------ Input records ------

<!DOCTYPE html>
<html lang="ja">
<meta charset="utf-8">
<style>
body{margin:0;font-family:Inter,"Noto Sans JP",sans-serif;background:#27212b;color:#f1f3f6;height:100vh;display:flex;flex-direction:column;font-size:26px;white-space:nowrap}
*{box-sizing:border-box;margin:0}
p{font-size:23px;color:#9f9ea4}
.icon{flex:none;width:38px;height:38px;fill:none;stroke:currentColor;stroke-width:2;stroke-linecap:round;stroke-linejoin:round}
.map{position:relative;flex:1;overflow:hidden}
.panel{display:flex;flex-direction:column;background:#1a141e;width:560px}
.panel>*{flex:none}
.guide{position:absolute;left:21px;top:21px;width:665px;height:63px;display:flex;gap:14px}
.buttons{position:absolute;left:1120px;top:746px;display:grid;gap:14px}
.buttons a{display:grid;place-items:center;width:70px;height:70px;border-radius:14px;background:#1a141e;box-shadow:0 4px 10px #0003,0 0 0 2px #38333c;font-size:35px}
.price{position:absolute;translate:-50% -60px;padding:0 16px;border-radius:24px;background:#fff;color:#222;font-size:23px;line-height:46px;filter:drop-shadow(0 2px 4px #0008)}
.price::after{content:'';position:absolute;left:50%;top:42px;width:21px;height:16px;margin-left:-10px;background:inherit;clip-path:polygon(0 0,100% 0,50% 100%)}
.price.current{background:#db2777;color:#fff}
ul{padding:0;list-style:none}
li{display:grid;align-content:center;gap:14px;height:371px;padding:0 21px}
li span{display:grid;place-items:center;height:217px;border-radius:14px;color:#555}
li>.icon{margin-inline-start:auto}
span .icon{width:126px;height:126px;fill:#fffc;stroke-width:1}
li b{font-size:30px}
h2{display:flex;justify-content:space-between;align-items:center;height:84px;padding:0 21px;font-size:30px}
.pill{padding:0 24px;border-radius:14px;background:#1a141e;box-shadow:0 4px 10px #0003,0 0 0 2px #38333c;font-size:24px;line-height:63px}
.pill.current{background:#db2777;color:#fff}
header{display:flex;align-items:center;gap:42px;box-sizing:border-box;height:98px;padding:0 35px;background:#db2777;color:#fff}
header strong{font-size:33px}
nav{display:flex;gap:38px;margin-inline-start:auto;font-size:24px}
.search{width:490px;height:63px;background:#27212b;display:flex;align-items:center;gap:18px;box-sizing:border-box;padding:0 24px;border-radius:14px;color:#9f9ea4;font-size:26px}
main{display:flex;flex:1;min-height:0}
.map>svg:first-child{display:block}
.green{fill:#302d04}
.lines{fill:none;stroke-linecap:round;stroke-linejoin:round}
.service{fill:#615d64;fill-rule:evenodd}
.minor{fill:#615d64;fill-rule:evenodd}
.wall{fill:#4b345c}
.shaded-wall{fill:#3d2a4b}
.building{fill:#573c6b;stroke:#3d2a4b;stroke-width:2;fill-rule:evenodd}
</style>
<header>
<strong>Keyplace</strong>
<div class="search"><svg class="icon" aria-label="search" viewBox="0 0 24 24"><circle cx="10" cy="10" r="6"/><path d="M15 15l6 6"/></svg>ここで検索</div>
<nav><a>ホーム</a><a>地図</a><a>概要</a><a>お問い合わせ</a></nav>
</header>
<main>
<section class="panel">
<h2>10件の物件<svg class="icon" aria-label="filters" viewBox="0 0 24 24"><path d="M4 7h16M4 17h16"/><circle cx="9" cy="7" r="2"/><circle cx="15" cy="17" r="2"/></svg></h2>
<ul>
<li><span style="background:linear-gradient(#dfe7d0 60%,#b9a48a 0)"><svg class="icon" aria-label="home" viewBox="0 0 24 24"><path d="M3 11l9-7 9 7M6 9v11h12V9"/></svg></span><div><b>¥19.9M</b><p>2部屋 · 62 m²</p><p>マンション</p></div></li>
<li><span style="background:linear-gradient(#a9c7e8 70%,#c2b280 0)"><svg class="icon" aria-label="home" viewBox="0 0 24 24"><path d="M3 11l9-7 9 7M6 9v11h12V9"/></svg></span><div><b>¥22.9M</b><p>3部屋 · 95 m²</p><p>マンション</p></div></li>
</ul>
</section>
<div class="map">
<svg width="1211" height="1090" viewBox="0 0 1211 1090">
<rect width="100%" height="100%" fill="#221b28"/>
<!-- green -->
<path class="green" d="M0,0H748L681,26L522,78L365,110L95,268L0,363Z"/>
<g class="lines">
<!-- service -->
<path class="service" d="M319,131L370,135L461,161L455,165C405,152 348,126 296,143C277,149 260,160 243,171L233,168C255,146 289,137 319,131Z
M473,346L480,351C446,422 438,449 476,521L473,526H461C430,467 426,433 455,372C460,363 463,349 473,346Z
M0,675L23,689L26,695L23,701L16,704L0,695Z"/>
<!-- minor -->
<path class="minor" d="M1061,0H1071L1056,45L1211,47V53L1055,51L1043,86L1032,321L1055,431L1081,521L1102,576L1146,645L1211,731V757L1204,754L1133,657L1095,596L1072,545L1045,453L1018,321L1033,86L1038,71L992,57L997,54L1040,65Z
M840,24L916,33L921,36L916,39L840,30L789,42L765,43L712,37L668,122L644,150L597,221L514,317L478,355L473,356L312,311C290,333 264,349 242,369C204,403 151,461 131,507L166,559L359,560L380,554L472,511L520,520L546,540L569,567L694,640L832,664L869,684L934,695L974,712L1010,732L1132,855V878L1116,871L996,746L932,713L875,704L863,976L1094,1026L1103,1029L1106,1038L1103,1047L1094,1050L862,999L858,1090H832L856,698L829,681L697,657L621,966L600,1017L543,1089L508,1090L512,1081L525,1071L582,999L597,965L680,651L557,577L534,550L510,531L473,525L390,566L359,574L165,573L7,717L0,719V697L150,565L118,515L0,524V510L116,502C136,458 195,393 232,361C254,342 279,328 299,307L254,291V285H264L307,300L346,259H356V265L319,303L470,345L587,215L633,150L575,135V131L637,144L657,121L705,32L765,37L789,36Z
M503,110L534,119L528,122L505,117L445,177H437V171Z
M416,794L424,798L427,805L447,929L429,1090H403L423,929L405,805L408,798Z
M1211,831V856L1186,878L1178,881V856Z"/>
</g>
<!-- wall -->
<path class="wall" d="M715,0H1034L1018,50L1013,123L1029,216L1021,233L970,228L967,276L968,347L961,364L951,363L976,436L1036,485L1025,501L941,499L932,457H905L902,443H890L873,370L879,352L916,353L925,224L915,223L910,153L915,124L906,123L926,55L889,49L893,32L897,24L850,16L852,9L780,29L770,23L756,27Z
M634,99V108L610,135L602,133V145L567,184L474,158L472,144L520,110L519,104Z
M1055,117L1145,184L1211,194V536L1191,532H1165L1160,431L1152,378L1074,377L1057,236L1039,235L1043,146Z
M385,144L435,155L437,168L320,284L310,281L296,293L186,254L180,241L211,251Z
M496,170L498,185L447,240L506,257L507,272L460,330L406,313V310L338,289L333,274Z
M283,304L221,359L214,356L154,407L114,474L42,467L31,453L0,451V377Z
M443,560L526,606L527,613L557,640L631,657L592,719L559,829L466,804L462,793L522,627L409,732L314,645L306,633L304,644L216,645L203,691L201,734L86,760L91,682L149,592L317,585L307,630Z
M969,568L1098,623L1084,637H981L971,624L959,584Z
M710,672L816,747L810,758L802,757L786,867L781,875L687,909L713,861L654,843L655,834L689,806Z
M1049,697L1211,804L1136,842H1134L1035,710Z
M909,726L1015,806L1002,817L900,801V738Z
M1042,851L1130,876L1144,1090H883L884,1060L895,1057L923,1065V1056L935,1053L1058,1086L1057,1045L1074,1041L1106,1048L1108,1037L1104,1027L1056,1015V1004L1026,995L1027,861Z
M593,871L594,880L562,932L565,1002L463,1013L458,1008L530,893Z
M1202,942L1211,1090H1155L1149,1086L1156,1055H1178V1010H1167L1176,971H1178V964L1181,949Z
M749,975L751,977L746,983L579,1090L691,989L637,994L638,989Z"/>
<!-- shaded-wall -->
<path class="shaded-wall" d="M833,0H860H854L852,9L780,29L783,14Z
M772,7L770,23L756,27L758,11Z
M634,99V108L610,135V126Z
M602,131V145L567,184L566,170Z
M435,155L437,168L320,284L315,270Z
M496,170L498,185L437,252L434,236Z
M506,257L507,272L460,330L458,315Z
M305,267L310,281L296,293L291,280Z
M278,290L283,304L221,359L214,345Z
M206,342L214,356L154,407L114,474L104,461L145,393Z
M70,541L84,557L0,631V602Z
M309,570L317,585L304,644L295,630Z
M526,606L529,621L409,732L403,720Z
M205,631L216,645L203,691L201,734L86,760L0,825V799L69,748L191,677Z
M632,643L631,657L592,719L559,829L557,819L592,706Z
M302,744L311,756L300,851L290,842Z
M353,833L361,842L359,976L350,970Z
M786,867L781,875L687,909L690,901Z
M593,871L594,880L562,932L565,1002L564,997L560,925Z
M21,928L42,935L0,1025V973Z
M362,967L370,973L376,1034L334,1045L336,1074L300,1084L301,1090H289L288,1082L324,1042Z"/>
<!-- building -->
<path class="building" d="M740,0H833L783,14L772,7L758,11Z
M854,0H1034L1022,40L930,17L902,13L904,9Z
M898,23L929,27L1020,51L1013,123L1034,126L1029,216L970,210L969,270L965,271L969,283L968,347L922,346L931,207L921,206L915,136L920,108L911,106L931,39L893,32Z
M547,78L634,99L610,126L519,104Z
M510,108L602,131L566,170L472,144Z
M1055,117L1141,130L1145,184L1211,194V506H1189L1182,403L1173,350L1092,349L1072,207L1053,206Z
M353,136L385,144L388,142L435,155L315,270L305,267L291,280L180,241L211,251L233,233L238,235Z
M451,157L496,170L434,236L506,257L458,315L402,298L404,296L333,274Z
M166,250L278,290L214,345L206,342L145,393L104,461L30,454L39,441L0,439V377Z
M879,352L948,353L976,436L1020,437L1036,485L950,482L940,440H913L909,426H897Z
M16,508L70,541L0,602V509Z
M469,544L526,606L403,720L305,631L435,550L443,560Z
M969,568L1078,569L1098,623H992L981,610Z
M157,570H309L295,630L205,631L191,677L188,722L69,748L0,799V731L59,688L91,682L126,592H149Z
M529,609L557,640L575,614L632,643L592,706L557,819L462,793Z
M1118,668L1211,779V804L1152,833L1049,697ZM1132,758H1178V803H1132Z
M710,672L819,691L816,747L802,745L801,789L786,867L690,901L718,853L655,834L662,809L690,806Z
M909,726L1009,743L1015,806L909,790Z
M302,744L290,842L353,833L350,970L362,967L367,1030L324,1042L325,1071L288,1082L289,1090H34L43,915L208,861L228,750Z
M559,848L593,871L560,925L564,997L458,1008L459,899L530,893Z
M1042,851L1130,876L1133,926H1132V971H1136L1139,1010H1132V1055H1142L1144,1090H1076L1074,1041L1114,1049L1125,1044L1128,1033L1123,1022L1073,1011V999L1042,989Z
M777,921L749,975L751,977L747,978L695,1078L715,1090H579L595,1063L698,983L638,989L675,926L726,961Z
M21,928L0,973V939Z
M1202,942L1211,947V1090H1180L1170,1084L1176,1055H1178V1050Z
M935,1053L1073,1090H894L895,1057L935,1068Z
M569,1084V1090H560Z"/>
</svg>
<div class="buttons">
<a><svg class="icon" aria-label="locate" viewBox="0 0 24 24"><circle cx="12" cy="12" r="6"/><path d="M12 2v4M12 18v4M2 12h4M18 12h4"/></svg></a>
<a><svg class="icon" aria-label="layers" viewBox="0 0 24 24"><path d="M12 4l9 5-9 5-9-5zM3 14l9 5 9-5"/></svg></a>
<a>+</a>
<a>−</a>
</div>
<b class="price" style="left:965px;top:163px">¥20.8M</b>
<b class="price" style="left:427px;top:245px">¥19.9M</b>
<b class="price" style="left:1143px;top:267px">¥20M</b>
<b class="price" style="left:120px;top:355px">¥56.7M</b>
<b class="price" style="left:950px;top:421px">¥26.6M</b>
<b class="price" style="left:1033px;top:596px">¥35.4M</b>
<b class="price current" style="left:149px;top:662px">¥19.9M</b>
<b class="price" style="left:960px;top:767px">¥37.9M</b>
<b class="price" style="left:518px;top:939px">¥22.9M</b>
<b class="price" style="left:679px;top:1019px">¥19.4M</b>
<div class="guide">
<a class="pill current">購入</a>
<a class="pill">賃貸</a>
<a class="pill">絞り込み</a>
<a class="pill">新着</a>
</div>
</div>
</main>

------

What needs to be done →
From the entries, report each line that includes the word "buttons".

Exercise result →
.buttons{position:absolute;left:1120px;top:746px;display:grid;gap:14px}
.buttons a{display:grid;place-items:center;width:70px;height:70px;border-radius:14px;background:#1a141e;box-shadow:0 4px 10px #0003,0 0 0 2px #38333c;font-size:35px}
<div class="buttons">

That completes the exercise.